# [REQUIRED WORK]
Each record below needs to be retyped exactly.

# [SOURCE MATERIAL]
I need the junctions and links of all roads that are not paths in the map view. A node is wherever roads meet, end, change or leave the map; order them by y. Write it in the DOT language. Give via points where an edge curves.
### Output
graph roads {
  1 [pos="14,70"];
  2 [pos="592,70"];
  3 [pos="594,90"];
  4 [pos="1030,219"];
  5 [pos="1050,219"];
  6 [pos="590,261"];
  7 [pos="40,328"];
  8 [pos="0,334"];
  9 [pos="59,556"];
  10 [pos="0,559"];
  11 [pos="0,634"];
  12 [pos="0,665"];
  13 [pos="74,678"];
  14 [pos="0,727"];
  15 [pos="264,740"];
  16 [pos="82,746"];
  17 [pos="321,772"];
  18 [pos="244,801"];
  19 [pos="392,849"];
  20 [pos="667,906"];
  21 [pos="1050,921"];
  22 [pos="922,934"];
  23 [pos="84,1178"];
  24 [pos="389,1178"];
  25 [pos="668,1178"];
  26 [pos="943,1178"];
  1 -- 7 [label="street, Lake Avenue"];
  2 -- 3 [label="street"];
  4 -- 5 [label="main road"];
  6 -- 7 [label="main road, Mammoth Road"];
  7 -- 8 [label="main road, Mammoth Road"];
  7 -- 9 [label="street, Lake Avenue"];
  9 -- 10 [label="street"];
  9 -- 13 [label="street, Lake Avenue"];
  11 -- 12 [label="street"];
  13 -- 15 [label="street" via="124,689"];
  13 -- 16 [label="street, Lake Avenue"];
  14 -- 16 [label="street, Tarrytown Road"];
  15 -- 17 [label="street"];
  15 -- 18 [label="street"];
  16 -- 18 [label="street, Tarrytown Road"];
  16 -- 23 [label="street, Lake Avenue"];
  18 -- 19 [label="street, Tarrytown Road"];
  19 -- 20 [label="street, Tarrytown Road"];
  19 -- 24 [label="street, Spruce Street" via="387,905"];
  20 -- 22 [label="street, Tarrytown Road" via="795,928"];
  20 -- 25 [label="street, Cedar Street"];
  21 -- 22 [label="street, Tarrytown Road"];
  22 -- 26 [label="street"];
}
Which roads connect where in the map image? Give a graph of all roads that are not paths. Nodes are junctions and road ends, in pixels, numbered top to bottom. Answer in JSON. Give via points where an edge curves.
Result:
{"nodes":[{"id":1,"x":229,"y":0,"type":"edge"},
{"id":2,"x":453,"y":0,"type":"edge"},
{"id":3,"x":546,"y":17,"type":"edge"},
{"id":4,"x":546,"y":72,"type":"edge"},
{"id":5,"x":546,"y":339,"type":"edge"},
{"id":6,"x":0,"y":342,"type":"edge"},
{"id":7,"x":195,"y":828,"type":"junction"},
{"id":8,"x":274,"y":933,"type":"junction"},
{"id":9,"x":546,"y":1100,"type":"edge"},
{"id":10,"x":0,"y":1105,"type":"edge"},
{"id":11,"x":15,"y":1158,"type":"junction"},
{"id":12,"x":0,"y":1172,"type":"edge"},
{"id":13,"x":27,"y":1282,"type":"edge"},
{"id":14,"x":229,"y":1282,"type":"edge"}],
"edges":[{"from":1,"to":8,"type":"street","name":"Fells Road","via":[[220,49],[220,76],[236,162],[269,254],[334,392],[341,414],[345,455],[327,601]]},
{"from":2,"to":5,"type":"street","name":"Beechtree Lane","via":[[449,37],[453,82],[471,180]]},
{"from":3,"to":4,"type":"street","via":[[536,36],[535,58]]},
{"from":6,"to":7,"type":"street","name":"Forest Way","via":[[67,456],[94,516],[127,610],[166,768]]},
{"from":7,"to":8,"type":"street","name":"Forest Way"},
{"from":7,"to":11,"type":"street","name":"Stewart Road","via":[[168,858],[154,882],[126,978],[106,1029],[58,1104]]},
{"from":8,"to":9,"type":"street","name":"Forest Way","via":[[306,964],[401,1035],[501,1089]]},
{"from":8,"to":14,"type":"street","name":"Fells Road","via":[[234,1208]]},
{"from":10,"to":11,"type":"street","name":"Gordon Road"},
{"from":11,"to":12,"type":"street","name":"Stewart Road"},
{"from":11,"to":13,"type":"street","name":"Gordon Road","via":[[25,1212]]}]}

# [RESPONSE AREA]
I need the junctions and links of all roads that are not paths in the map view. A node is wherever roads meet, end, change or leave the map; order them by y. Write it in the DOT language. Give via points where an edge curves.
### Output
graph roads {
  1 [pos="14,70"];
  2 [pos="592,70"];
  3 [pos="594,90"];
  4 [pos="1030,219"];
  5 [pos="1050,219"];
  6 [pos="590,261"];
  7 [pos="40,328"];
  8 [pos="0,334"];
  9 [pos="59,556"];
  10 [pos="0,559"];
  11 [pos="0,634"];
  12 [pos="0,665"];
  13 [pos="74,678"];
  14 [pos="0,727"];
  15 [pos="264,740"];
  16 [pos="82,746"];
  17 [pos="321,772"];
  18 [pos="244,801"];
  19 [pos="392,849"];
  20 [pos="667,906"];
  21 [pos="1050,921"];
  22 [pos="922,934"];
  23 [pos="84,1178"];
  24 [pos="389,1178"];
  25 [pos="668,1178"];
  26 [pos="943,1178"];
  1 -- 7 [label="street, Lake Avenue"];
  2 -- 3 [label="street"];
  4 -- 5 [label="main road"];
  6 -- 7 [label="main road, Mammoth Road"];
  7 -- 8 [label="main road, Mammoth Road"];
  7 -- 9 [label="street, Lake Avenue"];
  9 -- 10 [label="street"];
  9 -- 13 [label="street, Lake Avenue"];
  11 -- 12 [label="street"];
  13 -- 15 [label="street" via="124,689"];
  13 -- 16 [label="street, Lake Avenue"];
  14 -- 16 [label="street, Tarrytown Road"];
  15 -- 17 [label="street"];
  15 -- 18 [label="street"];
  16 -- 18 [label="street, Tarrytown Road"];
  16 -- 23 [label="street, Lake Avenue"];
  18 -- 19 [label="street, Tarrytown Road"];
  19 -- 20 [label="street, Tarrytown Road"];
  19 -- 24 [label="street, Spruce Street" via="387,905"];
  20 -- 22 [label="street, Tarrytown Road" via="795,928"];
  20 -- 25 [label="street, Cedar Street"];
  21 -- 22 [label="street, Tarrytown Road"];
  22 -- 26 [label="street"];
}
Which roads connect where in the map image? Give a graph of all roads that are not paths. Nodes are junctions and road ends, in pixels, numbered top to bottom. Answer in JSON. Give via points where an edge curves.
Result:
{"nodes":[{"id":1,"x":229,"y":0,"type":"edge"},
{"id":2,"x":453,"y":0,"type":"edge"},
{"id":3,"x":546,"y":17,"type":"edge"},
{"id":4,"x":546,"y":72,"type":"edge"},
{"id":5,"x":546,"y":339,"type":"edge"},
{"id":6,"x":0,"y":342,"type":"edge"},
{"id":7,"x":195,"y":828,"type":"junction"},
{"id":8,"x":274,"y":933,"type":"junction"},
{"id":9,"x":546,"y":1100,"type":"edge"},
{"id":10,"x":0,"y":1105,"type":"edge"},
{"id":11,"x":15,"y":1158,"type":"junction"},
{"id":12,"x":0,"y":1172,"type":"edge"},
{"id":13,"x":27,"y":1282,"type":"edge"},
{"id":14,"x":229,"y":1282,"type":"edge"}],
"edges":[{"from":1,"to":8,"type":"street","name":"Fells Road","via":[[220,49],[220,76],[236,162],[269,254],[334,392],[341,414],[345,455],[327,601]]},
{"from":2,"to":5,"type":"street","name":"Beechtree Lane","via":[[449,37],[453,82],[471,180]]},
{"from":3,"to":4,"type":"street","via":[[536,36],[535,58]]},
{"from":6,"to":7,"type":"street","name":"Forest Way","via":[[67,456],[94,516],[127,610],[166,768]]},
{"from":7,"to":8,"type":"street","name":"Forest Way"},
{"from":7,"to":11,"type":"street","name":"Stewart Road","via":[[168,858],[154,882],[126,978],[106,1029],[58,1104]]},
{"from":8,"to":9,"type":"street","name":"Forest Way","via":[[306,964],[401,1035],[501,1089]]},
{"from":8,"to":14,"type":"street","name":"Fells Road","via":[[234,1208]]},
{"from":10,"to":11,"type":"street","name":"Gordon Road"},
{"from":11,"to":12,"type":"street","name":"Stewart Road"},
{"from":11,"to":13,"type":"street","name":"Gordon Road","via":[[25,1212]]}]}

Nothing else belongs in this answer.